Collected data entries:
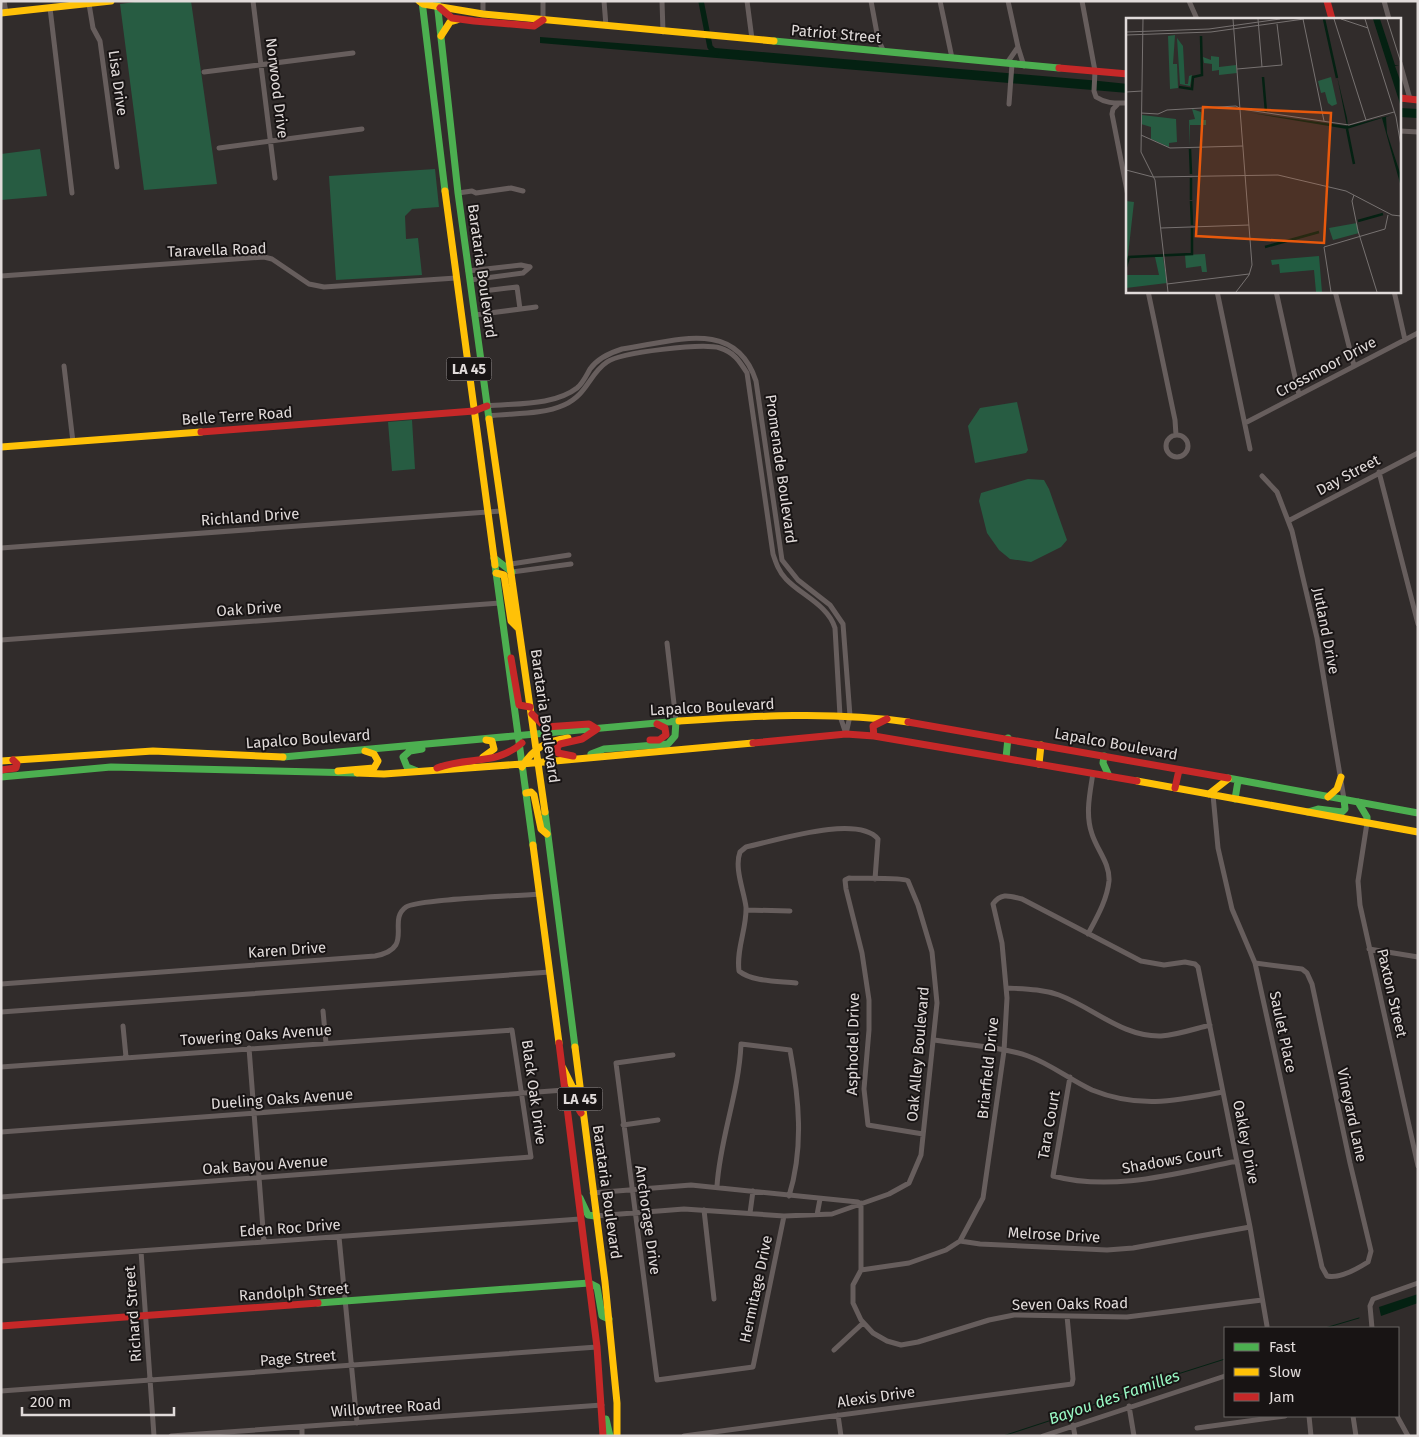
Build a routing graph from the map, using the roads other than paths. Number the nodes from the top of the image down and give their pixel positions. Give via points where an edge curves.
1 (4, 1) edge
2 (111, 1) edge
3 (253, 1) edge
4 (483, 1) edge
5 (543, 1) edge
6 (604, 1) edge
7 (662, 1) edge
8 (747, 1) edge
9 (871, 1) edge
10 (940, 1) edge
11 (1008, 1) edge
12 (1082, 1) edge
13 (1190, 1) edge
14 (1327, 1) edge
15 (1384, 1) edge
16 (421, 2) edge
17 (89, 4) junction
18 (437, 4) edge
19 (50, 8) junction
20 (4, 13) edge
21 (483, 14) junction
22 (1197, 18) edge
23 (1332, 18) edge
24 (1389, 18) edge
25 (461, 19) junction
26 (543, 20) junction
27 (606, 26) junction
28 (663, 32) junction
29 (441, 36) junction
30 (752, 40) junction
31 (1018, 47) junction
32 (884, 52) junction
33 (353, 53) dead end
34 (952, 58) junction
35 (261, 65) junction
36 (1010, 66) junction
37 (1024, 66) junction
38 (1402, 68) edge
39 (204, 72) dead end
40 (1126, 74) edge
41 (1095, 75) junction
42 (1414, 99) edge
43 (1126, 103) edge
44 (1009, 104) dead end
45 (1118, 105) junction
46 (362, 129) dead end
47 (1402, 130) edge
48 (1418, 132) edge
49 (271, 141) junction
50 (219, 148) dead end
51 (117, 167) dead end
52 (275, 178) dead end
53 (1126, 186) edge
54 (523, 191) dead end
55 (72, 193) dead end
56 (458, 193) junction
57 (454, 264) junction
58 (468, 271) junction
59 (1, 276) edge
60 (456, 278) junction
61 (470, 280) junction
62 (1148, 292) edge
63 (1216, 292) edge
64 (1276, 292) edge
65 (1335, 292) edge
66 (1394, 292) edge
67 (472, 293) junction
68 (536, 307) dead end
69 (520, 309) junction
70 (485, 314) junction
71 (474, 315) junction
72 (1418, 333) edge
73 (1405, 340) junction
74 (64, 366) dead end
75 (1354, 366) junction
76 (1299, 395) junction
77 (486, 406) junction
78 (474, 411) junction
79 (488, 416) junction
80 (1245, 423) junction
81 (1176, 435) junction
82 (73, 442) junction
83 (1, 447) edge
84 (1250, 449) dead end
85 (1418, 453) edge
86 (1379, 472) junction
87 (1262, 476) dead end
88 (501, 511) junction
89 (488, 512) junction
90 (1290, 520) junction
91 (1, 548) edge
92 (569, 555) dead end
93 (494, 558) junction
94 (511, 564) junction
95 (571, 564) dead end
96 (512, 572) junction
97 (496, 573) junction
98 (500, 603) junction
99 (1418, 624) edge
100 (518, 628) junction
101 (1, 640) edge
102 (667, 643) dead end
103 (507, 652) junction
104 (531, 709) junction
105 (840, 716) junction
106 (850, 716) junction
107 (889, 718) junction
108 (676, 721) junction
109 (656, 724) junction
110 (597, 729) junction
111 (846, 734) junction
112 (532, 735) junction
113 (518, 736) junction
114 (587, 736) junction
115 (874, 736) junction
116 (1008, 738) junction
117 (486, 740) junction
118 (453, 742) junction
119 (1041, 744) junction
120 (520, 746) junction
121 (536, 747) junction
122 (624, 747) junction
123 (360, 749) junction
124 (1104, 756) junction
125 (584, 758) junction
126 (1006, 758) junction
127 (13, 760) junction
128 (477, 760) junction
129 (1, 761) edge
130 (538, 763) junction
131 (1039, 764) junction
132 (523, 765) junction
133 (1, 770) edge
134 (1179, 770) junction
135 (431, 771) junction
136 (420, 772) junction
137 (324, 774) junction
138 (1093, 774) junction
139 (1109, 776) junction
140 (1, 777) edge
141 (1341, 777) junction
142 (1228, 779) junction
143 (1238, 781) junction
144 (1175, 788) junction
145 (526, 793) junction
146 (1211, 794) junction
147 (1328, 797) junction
148 (1235, 799) junction
149 (1344, 800) junction
150 (1358, 802) junction
151 (1306, 812) junction
152 (1418, 813) edge
153 (1367, 824) junction
154 (1418, 832) edge
155 (547, 834) junction
156 (875, 879) junction
157 (538, 881) junction
158 (540, 894) junction
159 (555, 896) junction
160 (556, 909) junction
161 (746, 910) junction
162 (790, 911) dead end
163 (1088, 934) junction
164 (1370, 949) junction
165 (548, 955) junction
166 (1418, 957) edge
167 (1255, 963) junction
168 (564, 970) junction
169 (550, 972) junction
170 (796, 983) dead end
171 (1, 984) edge
172 (566, 985) junction
173 (1007, 988) junction
174 (323, 1011) dead end
175 (1, 1012) edge
176 (1210, 1024) junction
177 (123, 1026) dead end
178 (512, 1030) joint
179 (934, 1040) junction
180 (326, 1043) junction
181 (249, 1048) junction
182 (1004, 1051) junction
183 (673, 1055) dead end
184 (126, 1057) junction
185 (561, 1065) junction
186 (1, 1067) edge
187 (1070, 1077) junction
188 (579, 1089) junction
189 (564, 1090) junction
190 (1223, 1092) junction
191 (522, 1093) junction
192 (254, 1114) junction
193 (582, 1114) junction
194 (658, 1120) dead end
195 (623, 1125) junction
196 (1, 1132) edge
197 (923, 1134) junction
198 (531, 1157) joint
199 (1237, 1161) junction
200 (1418, 1166) edge
201 (1053, 1176) joint
202 (260, 1179) junction
203 (717, 1186) junction
204 (632, 1188) junction
205 (753, 1191) junction
206 (577, 1192) junction
207 (592, 1192) junction
208 (789, 1196) junction
209 (1, 1197) edge
210 (820, 1199) junction
211 (861, 1203) junction
212 (704, 1210) junction
213 (635, 1212) junction
214 (750, 1213) junction
215 (817, 1215) junction
216 (595, 1216) junction
217 (784, 1216) junction
218 (580, 1219) junction
219 (1250, 1227) junction
220 (339, 1237) junction
221 (960, 1241) junction
222 (264, 1242) junction
223 (141, 1251) junction
224 (1, 1261) edge
225 (1368, 1262) joint
226 (860, 1270) junction
227 (589, 1283) junction
228 (1418, 1283) edge
229 (714, 1299) dead end
230 (1262, 1300) junction
231 (345, 1302) junction
232 (146, 1316) junction
233 (1067, 1316) junction
234 (609, 1319) junction
235 (863, 1323) junction
236 (1, 1326) edge
237 (1267, 1326) dead end
238 (1372, 1327) edge
239 (597, 1347) junction
240 (834, 1350) dead end
241 (352, 1366) junction
242 (753, 1367) joint
243 (1224, 1376) edge
244 (150, 1381) junction
245 (1, 1391) edge
246 (1130, 1406) junction
247 (602, 1408) junction
248 (838, 1415) junction
249 (1278, 1417) edge
250 (1308, 1417) edge
251 (1353, 1417) edge
252 (1398, 1417) edge
253 (357, 1423) junction
254 (1074, 1425) junction
255 (302, 1427) junction
256 (1197, 1428) dead end
257 (154, 1436) edge
258 (171, 1436) edge
259 (302, 1436) edge
260 (603, 1436) edge
261 (610, 1436) edge
262 (617, 1436) edge
263 (684, 1436) edge
264 (841, 1436) edge
265 (1043, 1436) edge
266 (1075, 1436) edge
267 (1134, 1436) edge
268 (1312, 1436) edge
269 (1356, 1436) edge
270 (1408, 1436) edge

1 - 20 street
2 - 17 main road
3 - 35 street, Norwood Drive
4 - 21 street
5 - 26 street
6 - 27 street
7 - 28 street
8 - 30 street
9 - 32 street
10 - 34 street
11 - 31 street
12 - 41 street
13 - 22 street
14 - 23 main road
15 - 24 street
16 - 18 main road, Patriot Street
16 - 57 main road, Barataria Boulevard / LA 45
17 - 19 main road
17 - 51 street, Lisa Drive via 93,28 100,41
18 - 21 main road, Patriot Street
18 - 25 main road, Patriot Street via 452,18
18 - 29 main road, Barataria Boulevard / LA 45
19 - 20 main road
19 - 55 street
21 - 26 main road, Patriot Street
25 - 26 main road, Patriot Street via 534,26
25 - 29 main road via 450,22
26 - 27 main road, Patriot Street
27 - 28 main road, Patriot Street
28 - 30 main road, Patriot Street
29 - 56 main road, Barataria Boulevard / LA 45
30 - 32 main road, Patriot Street
31 - 36 street
31 - 37 street
32 - 34 main road, Patriot Street
33 - 35 street
34 - 36 main road, Patriot Street
35 - 39 street
35 - 49 street, Norwood Drive
36 - 37 main road, Patriot Street
36 - 44 street
37 - 41 main road, Patriot Street
38 - 42 street
40 - 41 main road, Patriot Street
41 - 45 street via 1096,98
43 - 45 street
45 - 53 street via 1112,114
46 - 49 street
47 - 48 street
49 - 50 street
49 - 52 street, Norwood Drive
54 - 56 street via 511,188
56 - 58 main road, Barataria Boulevard / LA 45
57 - 60 main road, Barataria Boulevard / LA 45
57 - 61 main road
58 - 61 main road, Barataria Boulevard / LA 45
58 - 61 street via 521,265 530,267 523,274
59 - 60 street, Taravella Road via 264,258 272,259 309,284 324,287
60 - 67 main road
60 - 78 main road, Barataria Boulevard / LA 45
61 - 67 main road, Barataria Boulevard / LA 45
62 - 81 street
63 - 80 street
64 - 76 street
65 - 75 street
66 - 73 street
67 - 71 main road, Barataria Boulevard / LA 45
68 - 69 street
69 - 70 street
69 - 70 street via 517,287 483,291
70 - 71 street
71 - 77 main road, Barataria Boulevard / LA 45
72 - 73 street, Crossmoor Drive
73 - 75 street, Crossmoor Drive
74 - 82 street
75 - 76 street, Crossmoor Drive
76 - 80 street, Crossmoor Drive
77 - 78 main road
77 - 79 main road, Barataria Boulevard / LA 45
77 - 106 street, Promenade Boulevard via 549,400 569,393 578,387 596,362 610,352 622,349 707,338 734,348 748,362 756,381 782,560 798,580 830,605 842,624
78 - 79 main road
78 - 82 main road, Belle Terre Road
78 - 89 main road, Barataria Boulevard / LA 45
79 - 88 main road, Barataria Boulevard / LA 45
79 - 105 street, Promenade Boulevard via 550,410 565,404 582,394 598,370 619,356 698,346 721,348 732,354 747,373 777,566 784,578 829,616 835,628
80 - 84 street
81 - 81 street via 1168,439 1166,446 1170,454 1178,456 1185,453 1188,445 1184,437
82 - 83 main road, Belle Terre Road
85 - 86 street, Day Street
86 - 90 street, Day Street
86 - 99 street
87 - 90 street, Jutland Drive via 1277,492
88 - 89 street, Richland Drive
88 - 94 main road, Barataria Boulevard / LA 45
89 - 91 street, Richland Drive
89 - 93 main road, Barataria Boulevard / LA 45
90 - 141 street, Jutland Drive via 1317,638
92 - 94 street
93 - 96 main road
93 - 97 main road, Barataria Boulevard / LA 45
94 - 96 main road, Barataria Boulevard / LA 45
95 - 96 street
96 - 100 main road, Barataria Boulevard / LA 45
97 - 98 main road, Barataria Boulevard / LA 45
97 - 100 main road via 504,575 510,621
98 - 101 street, Oak Drive
98 - 103 main road, Barataria Boulevard / LA 45
100 - 104 main road, Barataria Boulevard / LA 45
102 - 108 street
103 - 104 main road via 513,662 519,705
103 - 113 main road, Barataria Boulevard / LA 45
104 - 110 main road via 545,726 589,724
104 - 112 main road, Barataria Boulevard / LA 45
105 - 106 main road, Lapalco Boulevard
105 - 108 main road, Lapalco Boulevard
105 - 111 street, Promenade Boulevard
106 - 107 main road, Lapalco Boulevard
106 - 111 street, Promenade Boulevard
107 - 115 main road via 873,726
107 - 116 main road, Lapalco Boulevard
108 - 109 main road, Lapalco Boulevard
108 - 122 main road via 675,736 668,744
109 - 110 main road, Lapalco Boulevard
109 - 122 main road via 665,728 664,738
110 - 112 main road, Lapalco Boulevard
110 - 114 main road
111 - 115 main road, Lapalco Boulevard
111 - 125 main road, Lapalco Boulevard
112 - 113 main road, Lapalco Boulevard
112 - 120 main road
112 - 121 main road, Barataria Boulevard / LA 45
113 - 117 main road, Lapalco Boulevard
113 - 120 main road, Barataria Boulevard / LA 45
114 - 121 main road via 549,740
114 - 125 main road via 560,744 557,748 557,752 562,754
115 - 126 main road, Lapalco Boulevard
116 - 119 main road, Lapalco Boulevard
116 - 126 main road
117 - 118 main road, Lapalco Boulevard
117 - 128 main road via 492,741 494,749
118 - 123 main road, Lapalco Boulevard
118 - 136 main road via 405,754 404,764
119 - 124 main road, Lapalco Boulevard
119 - 131 main road
120 - 128 main road via 505,755
120 - 132 main road, Barataria Boulevard / LA 45
121 - 130 main road, Barataria Boulevard / LA 45
121 - 132 main road
122 - 125 main road via 604,749
123 - 127 main road, Lapalco Boulevard via 274,758 153,751
123 - 137 main road via 374,754 378,765
124 - 134 main road, Lapalco Boulevard
124 - 139 main road
125 - 130 main road, Lapalco Boulevard
126 - 131 main road, Lapalco Boulevard
127 - 129 main road, Lapalco Boulevard
127 - 133 main road via 16,768
128 - 135 main road via 454,761
130 - 132 main road, Lapalco Boulevard
130 - 155 main road, Barataria Boulevard / LA 45
131 - 138 main road, Lapalco Boulevard
132 - 135 main road, Lapalco Boulevard
132 - 145 main road, Barataria Boulevard / LA 45
134 - 142 main road, Lapalco Boulevard
134 - 144 main road
135 - 136 main road, Lapalco Boulevard
136 - 137 main road, Lapalco Boulevard
137 - 140 main road, Lapalco Boulevard via 111,767
138 - 139 main road, Lapalco Boulevard
138 - 163 street via 1089,820 1109,880 1102,908
139 - 144 main road, Lapalco Boulevard
141 - 147 main road via 1337,789
141 - 149 street, Jutland Drive
142 - 143 main road, Lapalco Boulevard
142 - 146 main road
143 - 147 main road, Lapalco Boulevard
143 - 148 main road
144 - 146 main road, Lapalco Boulevard
145 - 155 main road via 531,792 534,796 541,829
145 - 157 main road, Barataria Boulevard / LA 45
146 - 148 main road, Lapalco Boulevard
146 - 167 street, Saulet Place via 1218,848 1232,909
147 - 149 main road, Lapalco Boulevard
148 - 151 main road, Lapalco Boulevard
149 - 150 main road, Lapalco Boulevard
149 - 151 main road via 1342,812 1318,809
150 - 152 main road, Lapalco Boulevard
150 - 153 main road via 1367,817
151 - 153 main road, Lapalco Boulevard
153 - 154 main road, Lapalco Boulevard
153 - 164 street, Paxton Street via 1358,881
155 - 159 main road, Barataria Boulevard / LA 45
156 - 161 street via 878,846 875,836 867,831 829,829 746,847 740,852 738,863
156 - 179 street, Oak Alley Boulevard via 904,878 918,905 936,972 938,1002
156 - 197 street, Asphodel Drive via 845,880 869,1000 864,1090 868,1125
157 - 158 main road, Barataria Boulevard / LA 45
157 - 159 main road
158 - 160 main road
158 - 165 main road, Barataria Boulevard / LA 45
158 - 171 street, Karen Drive via 407,906 400,913 398,942 393,950 375,956
159 - 160 main road, Barataria Boulevard / LA 45
160 - 168 main road, Barataria Boulevard / LA 45
161 - 162 street
161 - 170 street via 738,952 739,970 742,974
163 - 173 street, Briarfield Drive via 1022,899 1000,896 993,908 1002,942
163 - 176 street, Oakley Drive via 1141,961 1164,965 1195,964
164 - 166 street
164 - 200 street, Paxton Street
165 - 168 main road
165 - 169 main road, Barataria Boulevard / LA 45
167 - 225 street, Vineyard Lane via 1302,969 1312,984 1371,1251
167 - 225 street, Saulet Place via 1322,1267 1327,1276 1332,1277
168 - 172 main road, Barataria Boulevard / LA 45
169 - 172 main road
169 - 175 street
169 - 185 main road, Barataria Boulevard / LA 45
172 - 188 main road, Barataria Boulevard / LA 45
173 - 176 street via 1046,990 1121,1028 1149,1034 1175,1034
173 - 182 street, Briarfield Drive
174 - 180 street
176 - 190 street, Oakley Drive
177 - 184 street
178 - 180 street, Towering Oaks Avenue
178 - 191 street, Black Oak Drive
179 - 182 street
179 - 197 street, Oak Alley Boulevard
180 - 181 street, Towering Oaks Avenue
181 - 184 street, Towering Oaks Avenue
181 - 192 street
182 - 187 street via 1028,1056
182 - 221 street, Briarfield Drive via 986,1186 977,1213
183 - 195 street, Anchorage Drive via 616,1063
184 - 186 street, Towering Oaks Avenue
185 - 188 main road via 570,1084
185 - 189 main road, Barataria Boulevard / LA 45
187 - 190 street via 1092,1090 1150,1103
187 - 201 street, Tara Court
188 - 193 main road, Barataria Boulevard / LA 45
189 - 191 street, Dueling Oaks Avenue
189 - 193 main road
189 - 206 main road, Barataria Boulevard / LA 45
190 - 199 street, Oakley Drive
191 - 192 street, Dueling Oaks Avenue
191 - 198 street, Black Oak Drive
192 - 196 street, Dueling Oaks Avenue
192 - 202 street
193 - 207 main road, Barataria Boulevard / LA 45
194 - 195 street
195 - 204 street, Anchorage Drive
197 - 211 street, Oak Alley Boulevard via 921,1155 909,1183
198 - 202 street, Oak Bayou Avenue
199 - 201 street, Shadows Court via 1133,1181 1065,1180
199 - 219 street, Oakley Drive
202 - 209 street, Oak Bayou Avenue
202 - 222 street
203 - 204 street, Oak Alley Boulevard
203 - 205 street, Oak Alley Boulevard
203 - 208 street via 739,1077 741,1044 790,1050 800,1119 794,1180
204 - 207 street, Oak Alley Boulevard
204 - 213 street, Anchorage Drive
205 - 208 street, Oak Alley Boulevard
205 - 214 street
206 - 216 main road via 586,1212
206 - 218 main road, Barataria Boulevard / LA 45
207 - 216 main road, Barataria Boulevard / LA 45
208 - 210 street, Oak Alley Boulevard
210 - 211 street, Oak Alley Boulevard
210 - 215 street
211 - 215 street, Oak Alley Boulevard via 832,1214
211 - 226 street, Seven Oaks Road
212 - 213 street, Oak Alley Boulevard
212 - 214 street, Oak Alley Boulevard
212 - 229 street
213 - 216 street, Oak Alley Boulevard
213 - 242 street, Anchorage Drive via 657,1380
214 - 217 street, Oak Alley Boulevard
215 - 217 street, Oak Alley Boulevard
216 - 234 main road, Barataria Boulevard / LA 45
217 - 242 street, Hermitage Drive
218 - 220 street, Eden Roc Drive
218 - 227 main road, Barataria Boulevard / LA 45
219 - 221 street, Melrose Drive via 1107,1250
219 - 230 street, Oakley Drive
220 - 222 street, Eden Roc Drive
220 - 231 street
221 - 226 street via 931,1257 909,1264
222 - 223 street, Eden Roc Drive
223 - 224 street, Eden Roc Drive
223 - 232 street, Richard Street
226 - 235 street, Seven Oaks Road via 853,1285 853,1303
227 - 231 main road, Randolph Street
227 - 234 main road via 597,1287 602,1316
227 - 239 main road, Barataria Boulevard / LA 45
228 - 238 street via 1373,1299 1370,1306
230 - 233 street, Seven Oaks Road via 1128,1317
230 - 237 street, Oakley Drive
231 - 232 main road, Randolph Street
231 - 241 street
232 - 236 main road, Randolph Street
232 - 244 street, Richard Street
233 - 235 street, Seven Oaks Road via 1014,1315 901,1345 873,1333
233 - 248 street, Alexis Drive via 1072,1384
234 - 262 main road, Barataria Boulevard / LA 45
235 - 240 street
239 - 241 street, Page Street
239 - 247 main road, Barataria Boulevard / LA 45
241 - 244 street, Page Street
241 - 253 street
243 - 246 street
244 - 245 street, Page Street
244 - 257 street, Richard Street
246 - 254 street
246 - 267 street
247 - 253 street, Willowtree Road
247 - 260 main road, Barataria Boulevard / LA 45
247 - 261 main road
248 - 263 street, Alexis Drive
248 - 264 street
249 - 256 street
250 - 268 street
251 - 269 street
252 - 270 street
253 - 255 street, Willowtree Road
254 - 265 street
254 - 266 street
255 - 258 street, Willowtree Road
255 - 259 street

• DESCRIPTION OF THE TASK:
If the word "Terre" is on a line above, return that line.

• EXERCISE SOLUTION:
78 - 82 main road, Belle Terre Road
82 - 83 main road, Belle Terre Road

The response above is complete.